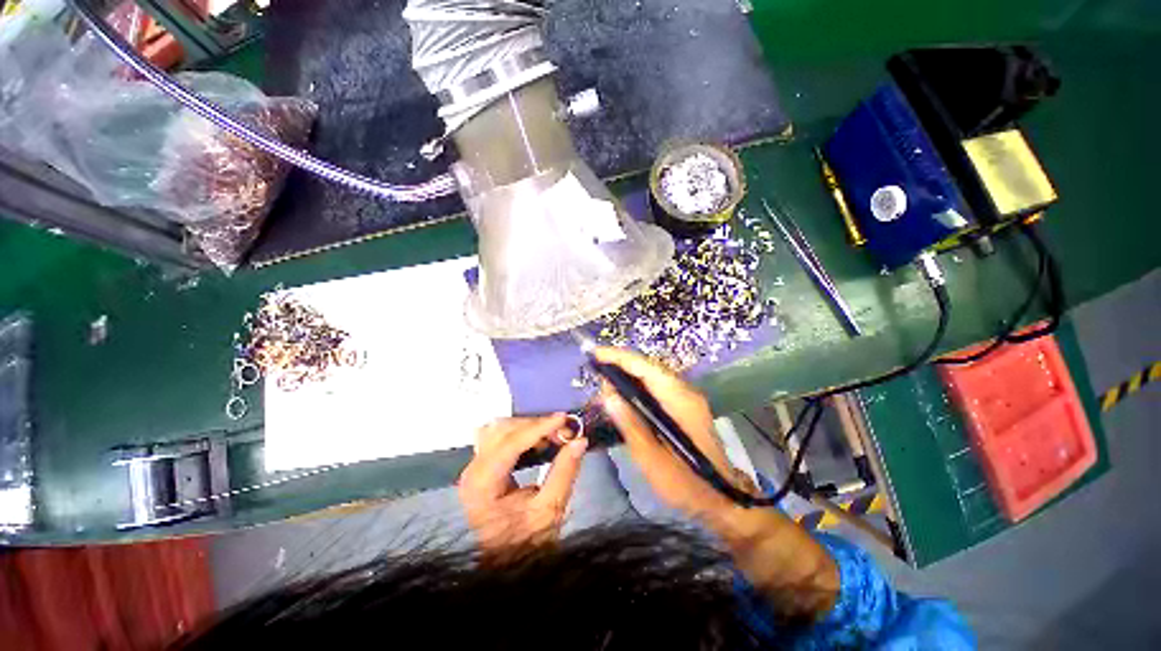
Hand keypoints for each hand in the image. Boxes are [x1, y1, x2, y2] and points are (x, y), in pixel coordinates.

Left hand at [458, 414, 587, 554]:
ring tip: (553, 435)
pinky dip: (522, 433)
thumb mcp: (549, 511)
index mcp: (483, 484)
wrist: (504, 567)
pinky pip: (500, 437)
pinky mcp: (483, 467)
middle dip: (535, 425)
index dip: (539, 427)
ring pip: (500, 429)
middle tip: (564, 431)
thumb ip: (564, 472)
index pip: (510, 443)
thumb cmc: (525, 545)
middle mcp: (473, 470)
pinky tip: (540, 441)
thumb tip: (579, 440)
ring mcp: (476, 467)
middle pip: (503, 429)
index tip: (564, 419)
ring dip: (528, 427)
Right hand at [596, 347, 838, 618]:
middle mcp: (685, 391)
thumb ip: (629, 425)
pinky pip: (656, 385)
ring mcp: (687, 397)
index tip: (595, 353)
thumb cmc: (686, 483)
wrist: (722, 498)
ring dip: (628, 372)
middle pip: (649, 367)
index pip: (646, 368)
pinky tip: (623, 392)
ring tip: (604, 378)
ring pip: (652, 374)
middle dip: (621, 363)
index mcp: (679, 401)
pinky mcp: (684, 405)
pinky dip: (637, 383)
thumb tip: (607, 396)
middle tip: (596, 369)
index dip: (619, 357)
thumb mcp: (652, 460)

════

▸ Task to carry out:
Could you repeat exactly the lines in the listing above from the one with "wrist: (504, 567)" down to the one with "pinky pip: (656, 385)"? Include both of those lines.

▸ Output of the exercise:
wrist: (504, 567)
pinky pip: (500, 437)
pinky mcp: (483, 467)
middle dip: (535, 425)
index dip: (539, 427)
ring pip: (500, 429)
middle tip: (564, 431)
thumb ip: (564, 472)
index pip: (510, 443)
thumb cmc: (525, 545)
middle mcp: (473, 470)
pinky tip: (540, 441)
thumb tip: (579, 440)
ring mcp: (476, 467)
middle pip: (503, 429)
index tip: (564, 419)
ring dip: (528, 427)
Right hand at [596, 347, 838, 618]:
middle mcp: (685, 391)
thumb ip: (629, 425)
pinky pip: (656, 385)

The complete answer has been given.